_PROBLEM TO WORK ON:_ All lines containing the string "pinky" must be copied from the entries.

_INPUT:_

◆ ◆ ◆ ◆

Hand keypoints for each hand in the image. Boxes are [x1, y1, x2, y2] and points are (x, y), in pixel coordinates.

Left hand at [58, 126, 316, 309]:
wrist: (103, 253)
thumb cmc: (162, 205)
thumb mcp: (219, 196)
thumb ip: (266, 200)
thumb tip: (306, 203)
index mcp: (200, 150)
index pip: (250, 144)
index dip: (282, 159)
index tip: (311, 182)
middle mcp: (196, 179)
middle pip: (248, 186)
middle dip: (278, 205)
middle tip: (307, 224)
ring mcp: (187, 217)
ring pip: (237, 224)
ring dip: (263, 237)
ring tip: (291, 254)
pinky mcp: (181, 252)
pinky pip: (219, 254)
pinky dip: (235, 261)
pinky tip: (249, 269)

◆ ◆ ◆ ◆

_SOLVED PROBLEM:_
pinky mcp: (181, 252)
pinky pip: (219, 254)
pinky dip: (235, 261)
pinky tip: (249, 269)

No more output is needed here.